La razón es rara. El miércoles me salieron dos ampollas en el talón del pie izquierdo –justo donde uno pisa para bascular e impulsarse hacia adelante– que no me dejan vivir a gusto y me tienen un tanto huraño. Las reglas de la simetría y el hecho de que, como es natural, llevase las mismas sandalias en ambos pies, no explican por qué diablos mi pie derecho se ha librado del castigo, por qué pisa como si tal cosa, indiferente al calvario de su hermano. El yodo y las tiritas iban haciendo su efecto, pero esta mañana me ha parecido de lo más lógico pensar que subir descalzo los 306 peldaños que conducen al templo aceleraría el proceso de encallecimiento de esas dos enervantes pompas. Vale, de acuerdo, también quería ver Chiang Mai desde ahí arriba, como todo el mundo (cosa que no he conseguido del todo, porque el velo tóxico que desprenden 200.000 habitantes que no van andando a ninguna parte convierte la experiencia en algo, en el mejor de los casos, translúcido). Y lo cierto es que ha funcionado. Las baldosas estaban frescas a primera hora de la mañana y el alivio ha sido inmediato. Cuando he llegado a la cima todavía no había mucha gente y era posible sentarse a la sombra, mirar alrededor y adormecerse –y anestesiarle– con el tañer irregular, lento y narcótico de las campanas, lejos del ruido incesante de ahí abajo. El dolor se ha ido apagando poco a poco y también mi mal humor.
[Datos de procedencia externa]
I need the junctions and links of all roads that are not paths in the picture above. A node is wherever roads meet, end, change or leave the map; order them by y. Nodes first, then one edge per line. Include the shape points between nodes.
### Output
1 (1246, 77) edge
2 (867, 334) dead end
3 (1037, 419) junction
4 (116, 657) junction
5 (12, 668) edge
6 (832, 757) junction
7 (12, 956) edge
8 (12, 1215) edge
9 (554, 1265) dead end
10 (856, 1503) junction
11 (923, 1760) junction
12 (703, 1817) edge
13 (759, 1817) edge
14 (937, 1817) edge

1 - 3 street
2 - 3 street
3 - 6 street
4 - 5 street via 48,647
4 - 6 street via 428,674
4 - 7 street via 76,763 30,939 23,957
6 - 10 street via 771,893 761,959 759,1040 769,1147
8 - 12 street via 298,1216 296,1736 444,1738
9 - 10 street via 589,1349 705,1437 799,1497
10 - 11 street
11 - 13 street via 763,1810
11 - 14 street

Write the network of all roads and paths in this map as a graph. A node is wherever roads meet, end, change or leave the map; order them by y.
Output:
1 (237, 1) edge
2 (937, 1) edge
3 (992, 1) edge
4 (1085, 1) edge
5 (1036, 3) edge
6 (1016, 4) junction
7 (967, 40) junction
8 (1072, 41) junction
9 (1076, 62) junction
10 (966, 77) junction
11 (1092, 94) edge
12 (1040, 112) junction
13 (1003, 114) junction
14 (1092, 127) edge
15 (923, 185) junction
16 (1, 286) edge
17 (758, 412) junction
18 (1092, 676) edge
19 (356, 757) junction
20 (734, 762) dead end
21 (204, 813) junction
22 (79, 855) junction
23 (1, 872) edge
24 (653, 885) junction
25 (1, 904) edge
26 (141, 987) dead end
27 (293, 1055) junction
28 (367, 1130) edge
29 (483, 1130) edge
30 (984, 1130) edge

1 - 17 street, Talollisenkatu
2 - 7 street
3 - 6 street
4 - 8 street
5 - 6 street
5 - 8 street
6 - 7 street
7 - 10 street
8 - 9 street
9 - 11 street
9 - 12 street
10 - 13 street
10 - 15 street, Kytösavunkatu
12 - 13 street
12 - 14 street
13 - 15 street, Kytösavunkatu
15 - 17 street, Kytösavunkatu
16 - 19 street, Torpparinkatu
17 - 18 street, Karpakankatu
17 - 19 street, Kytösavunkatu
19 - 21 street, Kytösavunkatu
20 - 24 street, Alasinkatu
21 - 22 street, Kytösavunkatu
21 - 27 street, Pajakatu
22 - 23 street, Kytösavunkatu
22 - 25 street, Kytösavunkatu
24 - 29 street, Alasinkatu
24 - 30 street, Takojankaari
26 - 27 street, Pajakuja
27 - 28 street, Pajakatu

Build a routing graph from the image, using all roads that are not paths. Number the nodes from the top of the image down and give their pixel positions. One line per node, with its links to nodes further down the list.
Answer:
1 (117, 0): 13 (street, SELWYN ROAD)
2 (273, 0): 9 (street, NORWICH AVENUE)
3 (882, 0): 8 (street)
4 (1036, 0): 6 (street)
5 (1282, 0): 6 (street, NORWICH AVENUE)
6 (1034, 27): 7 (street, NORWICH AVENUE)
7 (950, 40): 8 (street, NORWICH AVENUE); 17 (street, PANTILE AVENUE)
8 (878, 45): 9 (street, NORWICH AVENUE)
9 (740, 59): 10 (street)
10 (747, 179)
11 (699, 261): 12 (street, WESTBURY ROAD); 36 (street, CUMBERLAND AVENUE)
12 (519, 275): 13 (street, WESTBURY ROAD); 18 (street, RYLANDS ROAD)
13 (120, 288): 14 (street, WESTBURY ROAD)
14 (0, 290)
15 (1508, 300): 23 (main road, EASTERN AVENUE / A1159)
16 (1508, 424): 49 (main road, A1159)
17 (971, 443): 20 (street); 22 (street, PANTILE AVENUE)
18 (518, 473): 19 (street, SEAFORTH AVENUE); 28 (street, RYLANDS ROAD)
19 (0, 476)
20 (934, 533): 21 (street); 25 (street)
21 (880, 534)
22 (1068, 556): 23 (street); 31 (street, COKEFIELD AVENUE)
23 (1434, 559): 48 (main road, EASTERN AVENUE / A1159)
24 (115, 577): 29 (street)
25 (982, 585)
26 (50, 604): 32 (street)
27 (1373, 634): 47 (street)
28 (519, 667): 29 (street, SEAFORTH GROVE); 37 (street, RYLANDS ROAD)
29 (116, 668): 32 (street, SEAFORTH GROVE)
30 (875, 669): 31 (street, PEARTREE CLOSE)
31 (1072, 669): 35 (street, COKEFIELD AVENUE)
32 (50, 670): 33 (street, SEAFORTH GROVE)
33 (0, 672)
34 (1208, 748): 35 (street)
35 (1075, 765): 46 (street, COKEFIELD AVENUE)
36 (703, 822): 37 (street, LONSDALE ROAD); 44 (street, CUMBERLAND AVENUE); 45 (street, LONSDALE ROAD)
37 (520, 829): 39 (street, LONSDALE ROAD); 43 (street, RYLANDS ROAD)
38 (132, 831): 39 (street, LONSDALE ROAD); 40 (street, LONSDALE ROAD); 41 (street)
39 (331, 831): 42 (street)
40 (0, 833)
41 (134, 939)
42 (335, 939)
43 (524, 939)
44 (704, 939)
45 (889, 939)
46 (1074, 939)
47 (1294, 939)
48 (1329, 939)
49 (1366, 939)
Durante el descenso me he girado y he tomado la foto que encabeza esta entrada. De vuelta en Chiang Mai, mientras comía, la he revisado e inmediatamente me ha venido a la memoria aquella charla con el monje. Sospecho que hacer el bien no consiste únicamente en no hacer el mal. Corrijo y aumento: sospecho que hacerse bien no consiste únicamente en no hacerse mal. En otras palabras –en las de Javier Krahe, para ser precisos–, no todo va a ser follar, habrá también que cruzar Núñez de Balboa.
A ser posible en dirección contraria.
En fin, yo qué sé. Va cayendo el sol y me voy a tomar una cerveza al North Gate, que sin duda me hará muy bien.